Work item. Wherever a line in the records below contains "مبارك", copy that line.
------------------------
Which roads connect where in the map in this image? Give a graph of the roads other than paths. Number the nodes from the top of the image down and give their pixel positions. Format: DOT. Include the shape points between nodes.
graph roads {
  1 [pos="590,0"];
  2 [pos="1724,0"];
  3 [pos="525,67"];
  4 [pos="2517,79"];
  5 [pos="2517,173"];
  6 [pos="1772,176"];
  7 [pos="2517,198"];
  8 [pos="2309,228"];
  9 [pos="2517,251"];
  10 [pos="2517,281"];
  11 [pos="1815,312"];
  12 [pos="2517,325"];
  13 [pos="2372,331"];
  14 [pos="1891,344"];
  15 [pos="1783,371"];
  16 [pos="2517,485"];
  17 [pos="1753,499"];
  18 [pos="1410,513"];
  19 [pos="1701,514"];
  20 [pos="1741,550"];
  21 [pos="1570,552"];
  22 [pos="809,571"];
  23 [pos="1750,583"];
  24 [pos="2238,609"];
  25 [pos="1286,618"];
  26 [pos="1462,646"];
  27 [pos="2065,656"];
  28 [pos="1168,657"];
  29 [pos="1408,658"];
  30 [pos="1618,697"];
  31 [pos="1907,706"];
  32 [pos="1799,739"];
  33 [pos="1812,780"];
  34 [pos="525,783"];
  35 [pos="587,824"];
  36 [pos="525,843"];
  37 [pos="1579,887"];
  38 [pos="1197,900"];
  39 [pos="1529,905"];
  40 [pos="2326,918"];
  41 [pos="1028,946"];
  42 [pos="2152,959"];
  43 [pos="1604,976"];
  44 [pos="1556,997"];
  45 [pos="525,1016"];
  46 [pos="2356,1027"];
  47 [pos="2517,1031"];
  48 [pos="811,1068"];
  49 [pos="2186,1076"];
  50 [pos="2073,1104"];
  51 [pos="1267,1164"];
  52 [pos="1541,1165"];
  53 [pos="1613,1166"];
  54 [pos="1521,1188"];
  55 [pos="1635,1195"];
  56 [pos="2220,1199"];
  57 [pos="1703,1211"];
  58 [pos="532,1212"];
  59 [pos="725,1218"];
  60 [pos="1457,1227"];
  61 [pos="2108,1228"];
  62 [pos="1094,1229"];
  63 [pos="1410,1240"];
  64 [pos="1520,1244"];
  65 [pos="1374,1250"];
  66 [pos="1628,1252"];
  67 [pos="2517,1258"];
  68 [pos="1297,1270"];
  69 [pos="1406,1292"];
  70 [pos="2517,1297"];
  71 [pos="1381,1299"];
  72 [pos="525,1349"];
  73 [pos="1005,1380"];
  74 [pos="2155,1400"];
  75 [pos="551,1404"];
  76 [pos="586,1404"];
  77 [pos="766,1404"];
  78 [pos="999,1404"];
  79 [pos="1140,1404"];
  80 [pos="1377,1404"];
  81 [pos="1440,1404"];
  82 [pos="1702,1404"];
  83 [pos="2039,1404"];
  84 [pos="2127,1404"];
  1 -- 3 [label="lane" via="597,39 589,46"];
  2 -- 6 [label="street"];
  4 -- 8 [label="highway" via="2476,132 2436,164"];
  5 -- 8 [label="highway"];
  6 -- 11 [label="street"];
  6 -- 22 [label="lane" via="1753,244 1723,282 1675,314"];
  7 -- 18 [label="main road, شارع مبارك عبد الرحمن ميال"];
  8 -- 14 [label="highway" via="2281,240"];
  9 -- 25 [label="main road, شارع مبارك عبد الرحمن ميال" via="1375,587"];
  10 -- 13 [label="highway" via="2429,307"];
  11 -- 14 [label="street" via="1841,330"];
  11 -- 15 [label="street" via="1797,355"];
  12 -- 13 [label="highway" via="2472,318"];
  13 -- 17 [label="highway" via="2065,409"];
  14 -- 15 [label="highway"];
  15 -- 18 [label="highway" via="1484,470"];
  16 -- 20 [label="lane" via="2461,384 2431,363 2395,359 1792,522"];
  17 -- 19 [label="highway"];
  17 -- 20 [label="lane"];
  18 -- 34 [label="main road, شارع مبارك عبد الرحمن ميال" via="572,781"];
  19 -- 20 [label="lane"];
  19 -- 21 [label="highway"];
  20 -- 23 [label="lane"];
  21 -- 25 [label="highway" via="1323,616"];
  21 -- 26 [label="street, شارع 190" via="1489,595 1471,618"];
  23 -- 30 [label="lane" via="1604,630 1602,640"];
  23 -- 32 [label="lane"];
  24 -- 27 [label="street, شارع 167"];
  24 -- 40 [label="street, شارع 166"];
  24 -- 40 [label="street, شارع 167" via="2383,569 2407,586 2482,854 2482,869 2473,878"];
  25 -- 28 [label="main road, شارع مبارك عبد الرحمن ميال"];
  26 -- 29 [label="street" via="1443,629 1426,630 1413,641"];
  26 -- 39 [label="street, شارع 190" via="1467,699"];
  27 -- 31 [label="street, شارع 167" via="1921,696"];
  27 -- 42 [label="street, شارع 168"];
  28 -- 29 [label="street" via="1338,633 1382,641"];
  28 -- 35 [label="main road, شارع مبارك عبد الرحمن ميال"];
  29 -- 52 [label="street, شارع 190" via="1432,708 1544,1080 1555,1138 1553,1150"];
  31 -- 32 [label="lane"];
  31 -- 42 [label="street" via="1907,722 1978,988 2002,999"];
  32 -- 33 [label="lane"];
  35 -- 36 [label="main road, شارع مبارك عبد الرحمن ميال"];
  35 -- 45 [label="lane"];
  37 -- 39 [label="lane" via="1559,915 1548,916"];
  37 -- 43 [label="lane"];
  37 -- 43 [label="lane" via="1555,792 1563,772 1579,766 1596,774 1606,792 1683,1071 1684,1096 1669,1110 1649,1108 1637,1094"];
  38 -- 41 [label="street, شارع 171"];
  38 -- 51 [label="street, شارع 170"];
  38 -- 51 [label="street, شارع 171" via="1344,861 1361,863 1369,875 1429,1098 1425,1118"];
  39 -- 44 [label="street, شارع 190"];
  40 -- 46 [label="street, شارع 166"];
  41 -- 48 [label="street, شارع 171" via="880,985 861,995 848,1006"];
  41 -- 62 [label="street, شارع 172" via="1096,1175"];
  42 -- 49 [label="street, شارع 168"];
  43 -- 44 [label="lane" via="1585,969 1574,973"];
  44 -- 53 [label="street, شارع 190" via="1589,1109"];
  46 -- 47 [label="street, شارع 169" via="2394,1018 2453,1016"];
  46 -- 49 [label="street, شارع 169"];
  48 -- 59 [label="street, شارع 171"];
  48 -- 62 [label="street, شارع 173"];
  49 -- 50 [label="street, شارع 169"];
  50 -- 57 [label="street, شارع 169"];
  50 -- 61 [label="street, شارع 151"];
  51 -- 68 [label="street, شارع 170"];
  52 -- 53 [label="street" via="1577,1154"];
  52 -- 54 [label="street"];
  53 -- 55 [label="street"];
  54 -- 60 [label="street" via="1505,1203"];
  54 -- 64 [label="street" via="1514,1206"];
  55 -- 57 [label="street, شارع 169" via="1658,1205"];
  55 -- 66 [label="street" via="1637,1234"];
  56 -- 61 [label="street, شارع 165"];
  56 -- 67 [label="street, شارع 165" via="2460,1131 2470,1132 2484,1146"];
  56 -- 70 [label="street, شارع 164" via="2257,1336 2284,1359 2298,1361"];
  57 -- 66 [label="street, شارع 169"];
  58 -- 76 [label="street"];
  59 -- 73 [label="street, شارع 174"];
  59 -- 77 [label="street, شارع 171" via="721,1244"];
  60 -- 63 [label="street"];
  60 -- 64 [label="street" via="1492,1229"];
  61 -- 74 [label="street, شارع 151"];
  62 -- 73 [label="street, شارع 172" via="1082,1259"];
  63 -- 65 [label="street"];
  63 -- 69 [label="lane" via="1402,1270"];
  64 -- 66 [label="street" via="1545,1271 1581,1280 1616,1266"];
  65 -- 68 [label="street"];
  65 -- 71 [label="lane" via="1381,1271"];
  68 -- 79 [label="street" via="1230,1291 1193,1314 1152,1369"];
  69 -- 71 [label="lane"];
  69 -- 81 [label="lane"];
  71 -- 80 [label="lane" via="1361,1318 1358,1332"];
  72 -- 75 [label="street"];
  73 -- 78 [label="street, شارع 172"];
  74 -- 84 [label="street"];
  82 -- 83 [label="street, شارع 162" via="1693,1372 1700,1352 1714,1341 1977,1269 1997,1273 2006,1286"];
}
------------------------
Completed task.
  7 -- 18 [label="main road, شارع مبارك عبد الرحمن ميال"];
  9 -- 25 [label="main road, شارع مبارك عبد الرحمن ميال" via="1375,587"];
  18 -- 34 [label="main road, شارع مبارك عبد الرحمن ميال" via="572,781"];
  25 -- 28 [label="main road, شارع مبارك عبد الرحمن ميال"];
  28 -- 35 [label="main road, شارع مبارك عبد الرحمن ميال"];
  35 -- 36 [label="main road, شارع مبارك عبد الرحمن ميال"];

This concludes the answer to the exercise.